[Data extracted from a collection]
*** Begin section ***

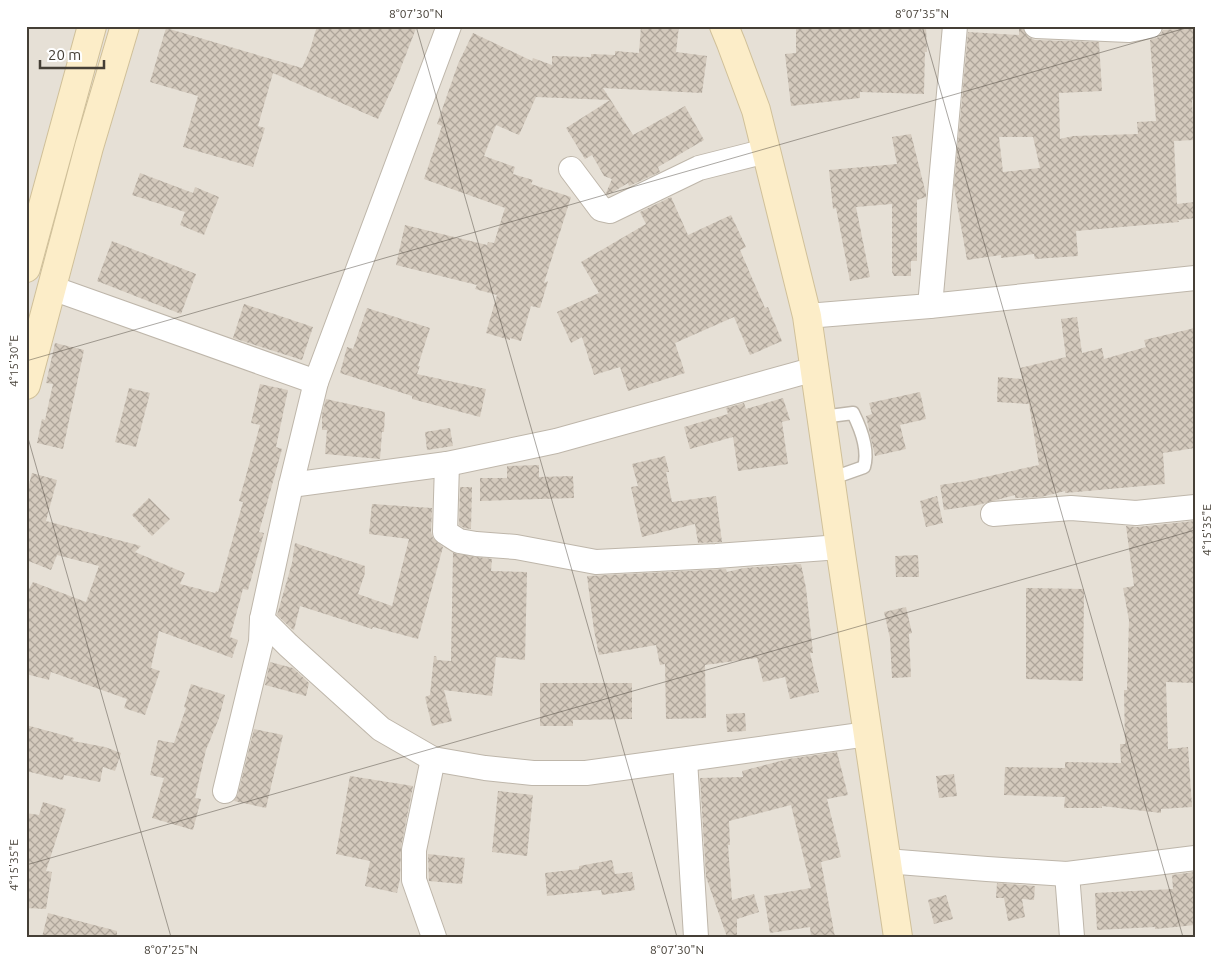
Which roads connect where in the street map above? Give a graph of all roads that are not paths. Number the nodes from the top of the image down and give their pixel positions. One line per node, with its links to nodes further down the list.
1 (92, 26): 10 (main road)
2 (125, 26): 12 (main road)
3 (449, 26): 16 (street)
4 (724, 26): 8 (main road)
5 (954, 26): 13 (street)
6 (1036, 26): 7 (street)
7 (1150, 26)
8 (766, 151): 9 (street); 14 (main road)
9 (571, 169)
10 (26, 268)
11 (1195, 278): 13 (street)
12 (52, 288): 16 (street); 17 (main road)
13 (930, 306): 14 (street)
14 (807, 316): 15 (main road)
15 (815, 369): 18 (main road); 19 (street)
16 (316, 382): 21 (street)
17 (26, 385)
18 (822, 417): 20 (main road); 20 (lane)
19 (447, 464): 21 (street); 24 (street)
20 (830, 480): 24 (main road)
21 (291, 485): 25 (street)
22 (1195, 507): 23 (street)
23 (993, 514)
24 (840, 547): 26 (main road)
25 (261, 630): 27 (street); 29 (street)
26 (868, 734): 28 (street); 31 (main road)
27 (434, 759): 28 (street); 33 (street)
28 (685, 760): 34 (street)
29 (225, 790)
30 (1195, 858): 32 (street)
31 (886, 861): 32 (street); 35 (main road)
32 (1067, 874): 36 (street)
33 (434, 937)
34 (696, 937)
35 (898, 937)
36 (1072, 937)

*** End section ***

_Prompt_: Take the entries above and set them down exactly, minus the pictures.

_Exercise answer_:
Which roads connect where in the street map above? Give a graph of all roads that are not paths. Number the nodes from the top of the image down and give their pixel positions. One line per node, with its links to nodes further down the list.
1 (92, 26): 10 (main road)
2 (125, 26): 12 (main road)
3 (449, 26): 16 (street)
4 (724, 26): 8 (main road)
5 (954, 26): 13 (street)
6 (1036, 26): 7 (street)
7 (1150, 26)
8 (766, 151): 9 (street); 14 (main road)
9 (571, 169)
10 (26, 268)
11 (1195, 278): 13 (street)
12 (52, 288): 16 (street); 17 (main road)
13 (930, 306): 14 (street)
14 (807, 316): 15 (main road)
15 (815, 369): 18 (main road); 19 (street)
16 (316, 382): 21 (street)
17 (26, 385)
18 (822, 417): 20 (main road); 20 (lane)
19 (447, 464): 21 (street); 24 (street)
20 (830, 480): 24 (main road)
21 (291, 485): 25 (street)
22 (1195, 507): 23 (street)
23 (993, 514)
24 (840, 547): 26 (main road)
25 (261, 630): 27 (street); 29 (street)
26 (868, 734): 28 (street); 31 (main road)
27 (434, 759): 28 (street); 33 (street)
28 (685, 760): 34 (street)
29 (225, 790)
30 (1195, 858): 32 (street)
31 (886, 861): 32 (street); 35 (main road)
32 (1067, 874): 36 (street)
33 (434, 937)
34 (696, 937)
35 (898, 937)
36 (1072, 937)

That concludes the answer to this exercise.